[Start of Attachment]
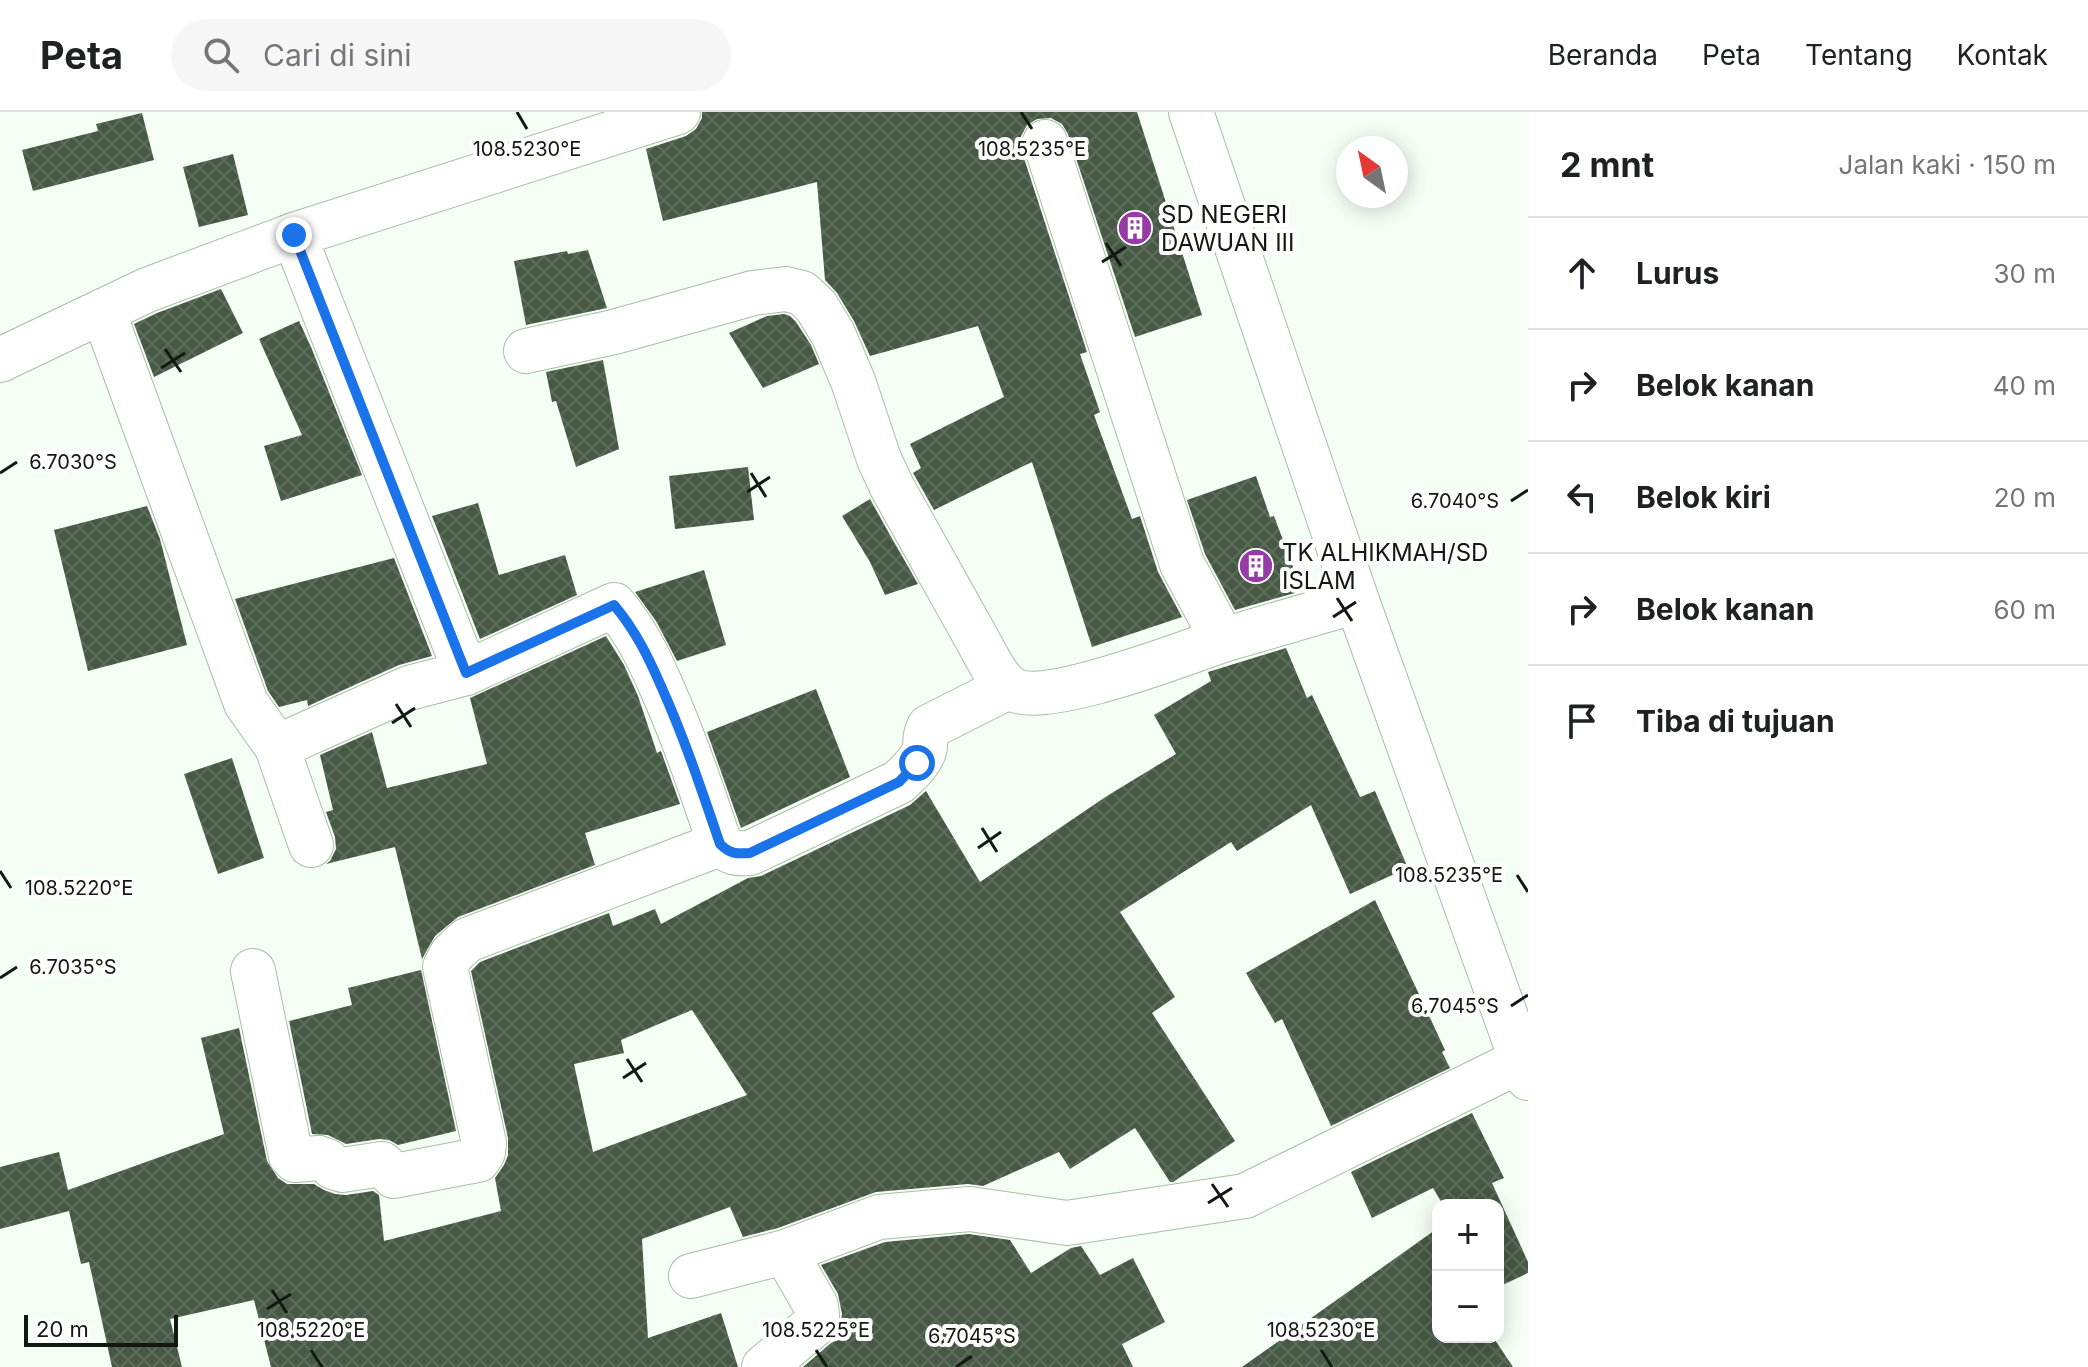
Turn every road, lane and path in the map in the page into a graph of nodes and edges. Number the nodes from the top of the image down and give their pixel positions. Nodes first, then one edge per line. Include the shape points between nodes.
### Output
1 (678, 112) edge
2 (1191, 112) edge
3 (1045, 142) dead end
4 (294, 235) junction
5 (103, 311) junction
6 (526, 351) dead end
7 (0, 360) edge
8 (1357, 601) junction
9 (1223, 640) junction
10 (466, 673) junction
11 (1008, 687) junction
12 (277, 747) junction
13 (720, 844) junction
14 (311, 845) dead end
15 (253, 971) dead end
16 (1526, 1064) edge
17 (785, 1252) junction
18 (691, 1276) dead end
19 (764, 1367) edge

1 - 4 street
2 - 8 street
3 - 9 street via 1182,564
4 - 5 street
4 - 10 street
5 - 7 street
5 - 12 street via 246,703
6 - 11 street via 753,293 802,293 833,334 892,487
8 - 9 street
8 - 16 street
9 - 11 street via 1085,685 1027,693
10 - 12 street via 409,688
10 - 13 street via 614,605 644,647 672,710
11 - 13 street via 929,727 925,749 899,782 750,853 728,852
12 - 14 street
13 - 15 street via 467,940 452,954 445,967 484,1143 478,1160 394,1176 382,1164 338,1170 319,1158 295,1160
16 - 17 street via 1245,1196 1067,1223 970,1209 879,1217
17 - 18 street
17 - 19 street via 817,1316 814,1325

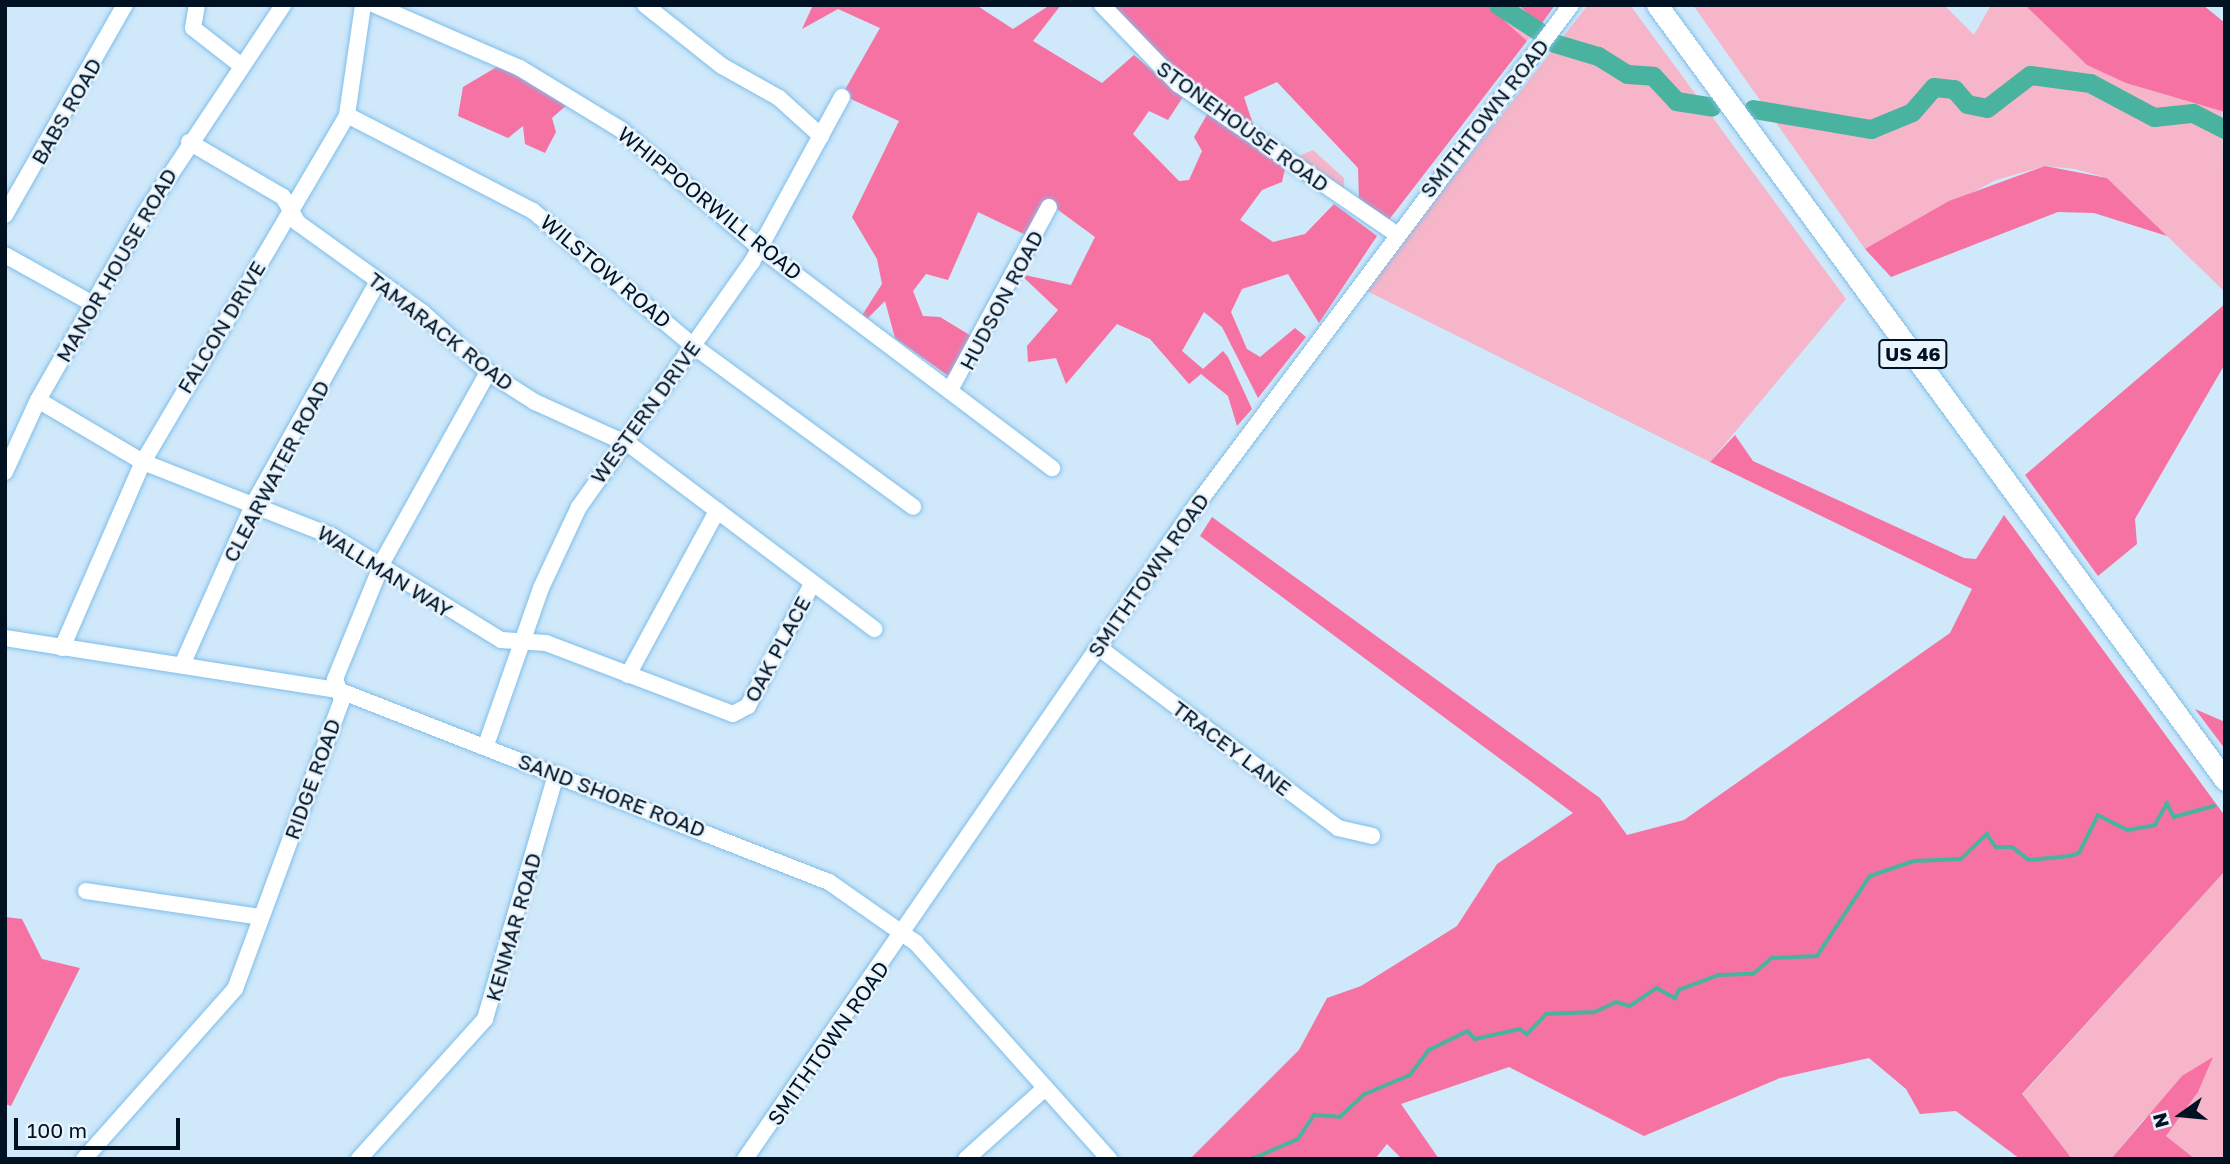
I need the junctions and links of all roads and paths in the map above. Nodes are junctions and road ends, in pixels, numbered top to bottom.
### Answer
1 (125, 5) edge
2 (197, 5) edge
3 (283, 5) edge
4 (363, 5) edge
5 (375, 5) edge
6 (645, 5) edge
7 (1102, 5) edge
8 (1571, 5) edge
9 (1657, 5) edge
10 (239, 64) junction
11 (842, 97) dead end
12 (347, 115) junction
13 (821, 136) junction
14 (189, 142) junction
15 (1049, 207) dead end
16 (290, 209) junction
17 (5, 215) edge
18 (1395, 233) junction
19 (760, 248) junction
20 (5, 255) edge
21 (378, 281) junction
22 (93, 304) junction
23 (692, 345) junction
24 (488, 372) junction
25 (950, 390) junction
26 (38, 400) junction
27 (621, 440) junction
28 (143, 462) junction
29 (1052, 468) dead end
30 (5, 472) edge
31 (254, 503) junction
32 (913, 507) dead end
33 (717, 512) junction
34 (380, 570) junction
35 (812, 584) junction
36 (874, 629) dead end
37 (5, 638) edge
38 (520, 643) junction
39 (1098, 647) junction
40 (62, 648) junction
41 (181, 665) junction
42 (628, 674) junction
43 (338, 690) junction
44 (741, 713) joint
45 (486, 745) junction
46 (556, 774) junction
47 (2225, 780) edge
48 (1372, 836) dead end
49 (86, 891) dead end
50 (260, 917) junction
51 (906, 933) junction
52 (1045, 1088) junction
53 (84, 1159) edge
54 (359, 1159) edge
55 (745, 1159) edge
56 (966, 1159) edge
57 (1109, 1159) edge

1 - 17 street, BABS ROAD
2 - 10 street
3 - 10 street, MANOR HOUSE ROAD
4 - 12 street, FALCON DRIVE
5 - 19 street, WHIPPOORWILL ROAD
6 - 13 street
7 - 18 street, STONEHOUSE ROAD
8 - 18 street, SMITHTOWN ROAD
9 - 47 main road, US 46
10 - 14 street, MANOR HOUSE ROAD
11 - 13 street, WESTERN DRIVE
12 - 16 street, FALCON DRIVE
12 - 23 street, WILSTOW ROAD
13 - 19 street, WESTERN DRIVE
14 - 16 street, TAMARACK ROAD
14 - 22 street, MANOR HOUSE ROAD
15 - 25 street, HUDSON ROAD
16 - 21 street, TAMARACK ROAD
16 - 28 street, FALCON DRIVE
18 - 39 street, SMITHTOWN ROAD
19 - 23 street, WESTERN DRIVE
19 - 25 street, WHIPPOORWILL ROAD
20 - 22 street
21 - 24 street, TAMARACK ROAD
21 - 31 street, CLEARWATER ROAD
22 - 26 street, MANOR HOUSE ROAD
23 - 27 street, WESTERN DRIVE
23 - 32 street, WILSTOW ROAD
24 - 27 street, TAMARACK ROAD
24 - 34 street, RIDGE ROAD
25 - 29 street, WHIPPOORWILL ROAD
26 - 28 street, WALLMAN WAY
26 - 30 street, MANOR HOUSE ROAD
27 - 33 street, TAMARACK ROAD
27 - 38 street, WESTERN DRIVE
28 - 31 street, WALLMAN WAY
28 - 40 street, FALCON DRIVE
31 - 34 street, WALLMAN WAY
31 - 41 street, CLEARWATER ROAD
33 - 35 street, TAMARACK ROAD
33 - 42 street
34 - 38 street, WALLMAN WAY
34 - 43 street, RIDGE ROAD
35 - 36 street, TAMARACK ROAD
35 - 44 street, OAK PLACE
37 - 40 street, SAND SHORE ROAD
38 - 42 street, WALLMAN WAY
38 - 45 street, WESTERN DRIVE
39 - 48 street, TRACEY LANE
39 - 51 street, SMITHTOWN ROAD
40 - 41 street, SAND SHORE ROAD
41 - 43 street, SAND SHORE ROAD
42 - 44 street, WALLMAN WAY
43 - 45 street, SAND SHORE ROAD
43 - 50 street, RIDGE ROAD
45 - 46 street, SAND SHORE ROAD
46 - 51 street, SAND SHORE ROAD
46 - 54 street, KENMAR ROAD
49 - 50 street
50 - 53 street, RIDGE ROAD
51 - 52 street, SAND SHORE ROAD
51 - 55 street, SMITHTOWN ROAD
52 - 56 street
52 - 57 street, SAND SHORE ROAD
[End of Attachment]
* **Brief**
Transcribe the data verbatim. No picture belongs in the result.

* **Exercise response**
Turn every road, lane and path in the map in the page into a graph of nodes and edges. Number the nodes from the top of the image down and give their pixel positions. Nodes first, then one edge per line. Include the shape points between nodes.
### Output
1 (678, 112) edge
2 (1191, 112) edge
3 (1045, 142) dead end
4 (294, 235) junction
5 (103, 311) junction
6 (526, 351) dead end
7 (0, 360) edge
8 (1357, 601) junction
9 (1223, 640) junction
10 (466, 673) junction
11 (1008, 687) junction
12 (277, 747) junction
13 (720, 844) junction
14 (311, 845) dead end
15 (253, 971) dead end
16 (1526, 1064) edge
17 (785, 1252) junction
18 (691, 1276) dead end
19 (764, 1367) edge

1 - 4 street
2 - 8 street
3 - 9 street via 1182,564
4 - 5 street
4 - 10 street
5 - 7 street
5 - 12 street via 246,703
6 - 11 street via 753,293 802,293 833,334 892,487
8 - 9 street
8 - 16 street
9 - 11 street via 1085,685 1027,693
10 - 12 street via 409,688
10 - 13 street via 614,605 644,647 672,710
11 - 13 street via 929,727 925,749 899,782 750,853 728,852
12 - 14 street
13 - 15 street via 467,940 452,954 445,967 484,1143 478,1160 394,1176 382,1164 338,1170 319,1158 295,1160
16 - 17 street via 1245,1196 1067,1223 970,1209 879,1217
17 - 18 street
17 - 19 street via 817,1316 814,1325

I need the junctions and links of all roads and paths in the map above. Nodes are junctions and road ends, in pixels, numbered top to bottom.
### Answer
1 (125, 5) edge
2 (197, 5) edge
3 (283, 5) edge
4 (363, 5) edge
5 (375, 5) edge
6 (645, 5) edge
7 (1102, 5) edge
8 (1571, 5) edge
9 (1657, 5) edge
10 (239, 64) junction
11 (842, 97) dead end
12 (347, 115) junction
13 (821, 136) junction
14 (189, 142) junction
15 (1049, 207) dead end
16 (290, 209) junction
17 (5, 215) edge
18 (1395, 233) junction
19 (760, 248) junction
20 (5, 255) edge
21 (378, 281) junction
22 (93, 304) junction
23 (692, 345) junction
24 (488, 372) junction
25 (950, 390) junction
26 (38, 400) junction
27 (621, 440) junction
28 (143, 462) junction
29 (1052, 468) dead end
30 (5, 472) edge
31 (254, 503) junction
32 (913, 507) dead end
33 (717, 512) junction
34 (380, 570) junction
35 (812, 584) junction
36 (874, 629) dead end
37 (5, 638) edge
38 (520, 643) junction
39 (1098, 647) junction
40 (62, 648) junction
41 (181, 665) junction
42 (628, 674) junction
43 (338, 690) junction
44 (741, 713) joint
45 (486, 745) junction
46 (556, 774) junction
47 (2225, 780) edge
48 (1372, 836) dead end
49 (86, 891) dead end
50 (260, 917) junction
51 (906, 933) junction
52 (1045, 1088) junction
53 (84, 1159) edge
54 (359, 1159) edge
55 (745, 1159) edge
56 (966, 1159) edge
57 (1109, 1159) edge

1 - 17 street, BABS ROAD
2 - 10 street
3 - 10 street, MANOR HOUSE ROAD
4 - 12 street, FALCON DRIVE
5 - 19 street, WHIPPOORWILL ROAD
6 - 13 street
7 - 18 street, STONEHOUSE ROAD
8 - 18 street, SMITHTOWN ROAD
9 - 47 main road, US 46
10 - 14 street, MANOR HOUSE ROAD
11 - 13 street, WESTERN DRIVE
12 - 16 street, FALCON DRIVE
12 - 23 street, WILSTOW ROAD
13 - 19 street, WESTERN DRIVE
14 - 16 street, TAMARACK ROAD
14 - 22 street, MANOR HOUSE ROAD
15 - 25 street, HUDSON ROAD
16 - 21 street, TAMARACK ROAD
16 - 28 street, FALCON DRIVE
18 - 39 street, SMITHTOWN ROAD
19 - 23 street, WESTERN DRIVE
19 - 25 street, WHIPPOORWILL ROAD
20 - 22 street
21 - 24 street, TAMARACK ROAD
21 - 31 street, CLEARWATER ROAD
22 - 26 street, MANOR HOUSE ROAD
23 - 27 street, WESTERN DRIVE
23 - 32 street, WILSTOW ROAD
24 - 27 street, TAMARACK ROAD
24 - 34 street, RIDGE ROAD
25 - 29 street, WHIPPOORWILL ROAD
26 - 28 street, WALLMAN WAY
26 - 30 street, MANOR HOUSE ROAD
27 - 33 street, TAMARACK ROAD
27 - 38 street, WESTERN DRIVE
28 - 31 street, WALLMAN WAY
28 - 40 street, FALCON DRIVE
31 - 34 street, WALLMAN WAY
31 - 41 street, CLEARWATER ROAD
33 - 35 street, TAMARACK ROAD
33 - 42 street
34 - 38 street, WALLMAN WAY
34 - 43 street, RIDGE ROAD
35 - 36 street, TAMARACK ROAD
35 - 44 street, OAK PLACE
37 - 40 street, SAND SHORE ROAD
38 - 42 street, WALLMAN WAY
38 - 45 street, WESTERN DRIVE
39 - 48 street, TRACEY LANE
39 - 51 street, SMITHTOWN ROAD
40 - 41 street, SAND SHORE ROAD
41 - 43 street, SAND SHORE ROAD
42 - 44 street, WALLMAN WAY
43 - 45 street, SAND SHORE ROAD
43 - 50 street, RIDGE ROAD
45 - 46 street, SAND SHORE ROAD
46 - 51 street, SAND SHORE ROAD
46 - 54 street, KENMAR ROAD
49 - 50 street
50 - 53 street, RIDGE ROAD
51 - 52 street, SAND SHORE ROAD
51 - 55 street, SMITHTOWN ROAD
52 - 56 street
52 - 57 street, SAND SHORE ROAD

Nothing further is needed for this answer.